EXTRACTED RECORDS section start

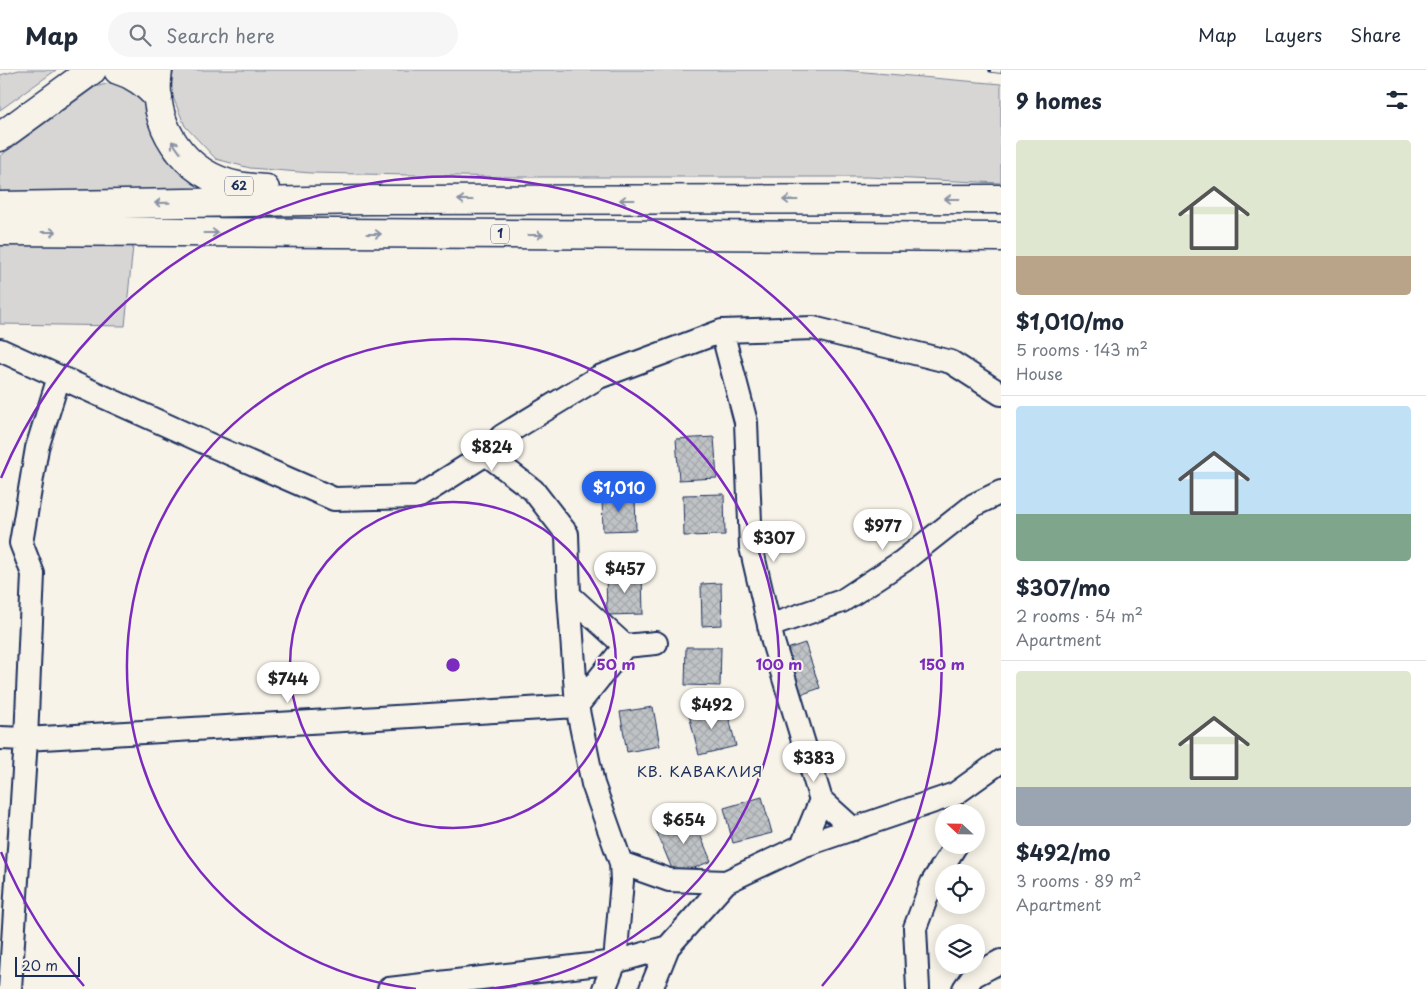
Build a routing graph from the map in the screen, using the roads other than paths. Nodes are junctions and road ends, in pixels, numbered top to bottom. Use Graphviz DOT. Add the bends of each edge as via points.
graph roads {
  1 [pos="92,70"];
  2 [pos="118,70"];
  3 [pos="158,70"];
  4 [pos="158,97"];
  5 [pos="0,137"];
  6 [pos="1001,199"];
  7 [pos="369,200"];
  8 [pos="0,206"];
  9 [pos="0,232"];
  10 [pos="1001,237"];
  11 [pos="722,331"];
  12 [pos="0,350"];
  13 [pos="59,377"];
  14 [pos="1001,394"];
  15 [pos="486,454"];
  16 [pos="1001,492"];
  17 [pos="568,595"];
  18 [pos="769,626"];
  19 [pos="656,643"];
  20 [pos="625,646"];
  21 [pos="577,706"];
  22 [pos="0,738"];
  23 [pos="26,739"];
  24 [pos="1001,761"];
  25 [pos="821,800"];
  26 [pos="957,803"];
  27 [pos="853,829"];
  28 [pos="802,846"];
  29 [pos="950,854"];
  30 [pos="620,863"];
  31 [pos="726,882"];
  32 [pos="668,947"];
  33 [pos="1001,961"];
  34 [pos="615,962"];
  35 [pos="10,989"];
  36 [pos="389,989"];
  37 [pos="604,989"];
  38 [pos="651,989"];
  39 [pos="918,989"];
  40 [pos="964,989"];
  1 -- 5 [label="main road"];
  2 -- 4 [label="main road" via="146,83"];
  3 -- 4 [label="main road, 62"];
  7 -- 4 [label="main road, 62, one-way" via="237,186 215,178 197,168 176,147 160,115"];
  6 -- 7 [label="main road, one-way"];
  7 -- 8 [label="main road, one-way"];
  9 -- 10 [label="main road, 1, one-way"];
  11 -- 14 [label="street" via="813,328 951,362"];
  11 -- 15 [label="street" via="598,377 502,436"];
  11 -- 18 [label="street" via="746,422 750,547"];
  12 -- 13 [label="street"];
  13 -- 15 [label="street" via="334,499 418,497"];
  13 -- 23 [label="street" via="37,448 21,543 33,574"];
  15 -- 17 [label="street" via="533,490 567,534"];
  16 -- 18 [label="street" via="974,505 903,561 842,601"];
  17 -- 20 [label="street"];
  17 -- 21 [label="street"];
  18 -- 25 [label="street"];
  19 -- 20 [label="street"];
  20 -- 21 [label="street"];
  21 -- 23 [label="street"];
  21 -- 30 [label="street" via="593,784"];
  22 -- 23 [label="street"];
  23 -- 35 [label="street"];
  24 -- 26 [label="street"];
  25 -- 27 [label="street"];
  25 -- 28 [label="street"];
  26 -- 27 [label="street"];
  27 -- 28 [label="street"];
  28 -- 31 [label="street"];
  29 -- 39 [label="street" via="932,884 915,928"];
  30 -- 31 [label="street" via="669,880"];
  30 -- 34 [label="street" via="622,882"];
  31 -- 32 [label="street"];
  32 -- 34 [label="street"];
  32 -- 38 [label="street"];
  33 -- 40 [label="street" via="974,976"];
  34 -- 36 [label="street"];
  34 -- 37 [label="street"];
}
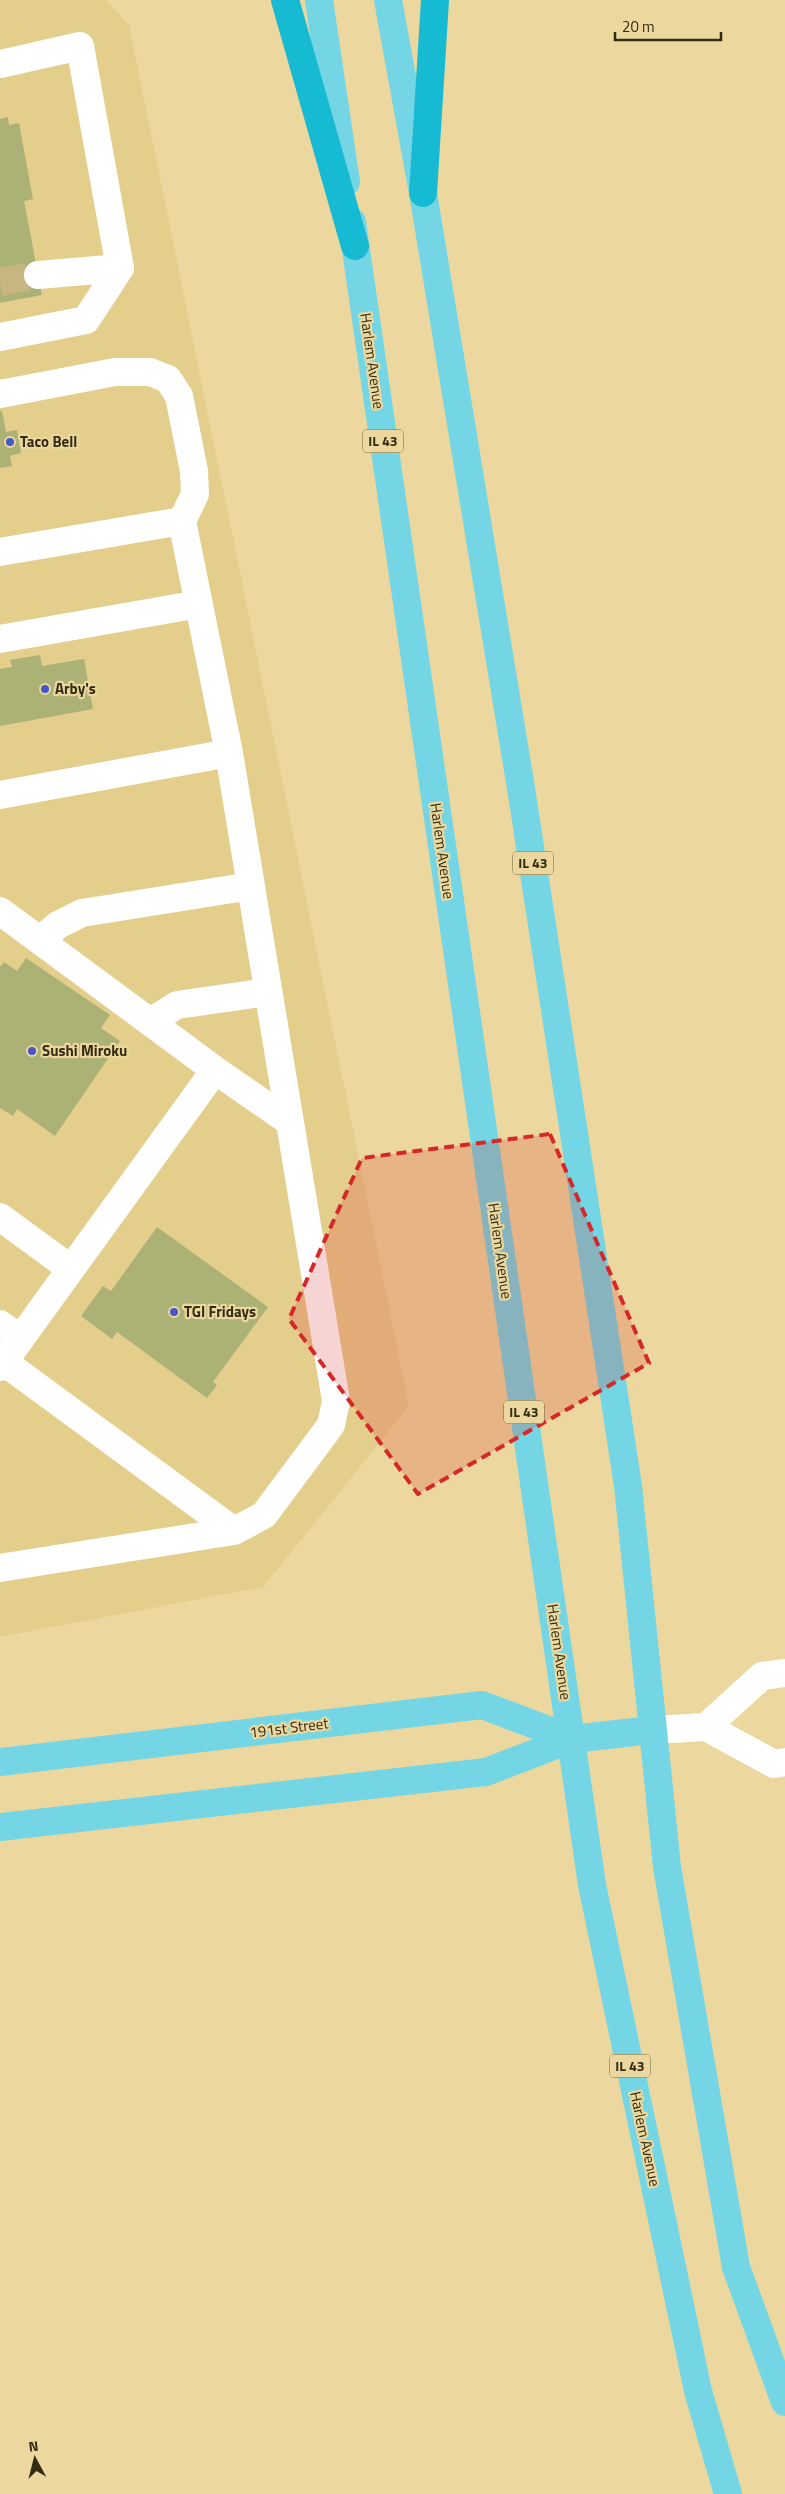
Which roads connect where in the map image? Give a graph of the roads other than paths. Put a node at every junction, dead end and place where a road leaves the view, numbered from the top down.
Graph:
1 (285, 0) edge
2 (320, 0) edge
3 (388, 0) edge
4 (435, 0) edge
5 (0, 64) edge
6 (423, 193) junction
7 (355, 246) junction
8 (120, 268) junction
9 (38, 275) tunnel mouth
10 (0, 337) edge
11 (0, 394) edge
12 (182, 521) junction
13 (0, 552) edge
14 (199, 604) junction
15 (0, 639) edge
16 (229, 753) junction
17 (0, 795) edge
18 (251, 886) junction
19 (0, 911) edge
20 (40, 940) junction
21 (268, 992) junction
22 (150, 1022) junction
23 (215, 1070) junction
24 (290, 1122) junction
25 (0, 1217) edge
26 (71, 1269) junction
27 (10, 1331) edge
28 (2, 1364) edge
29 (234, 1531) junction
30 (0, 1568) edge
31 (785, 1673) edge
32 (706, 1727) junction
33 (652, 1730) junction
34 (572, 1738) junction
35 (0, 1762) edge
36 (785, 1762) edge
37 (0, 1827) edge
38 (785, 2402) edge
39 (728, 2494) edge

EXTRACTED RECORDS section end

PROBLEM REQUIREMENTS
Scan the listing above and identify each line holding the string "from"; copy every such line.

ANSWER TO THE EXERCISE
Build a routing graph from the map in the screen, using the roads other than paths. Nodes are junctions and road ends, in pixels, numbered top to bottom. Use Graphviz DOT. Add the bends of each edge as via points.
Which roads connect where in the map image? Give a graph of the roads other than paths. Put a node at every junction, dead end and place where a road leaves the view, numbered from the top down.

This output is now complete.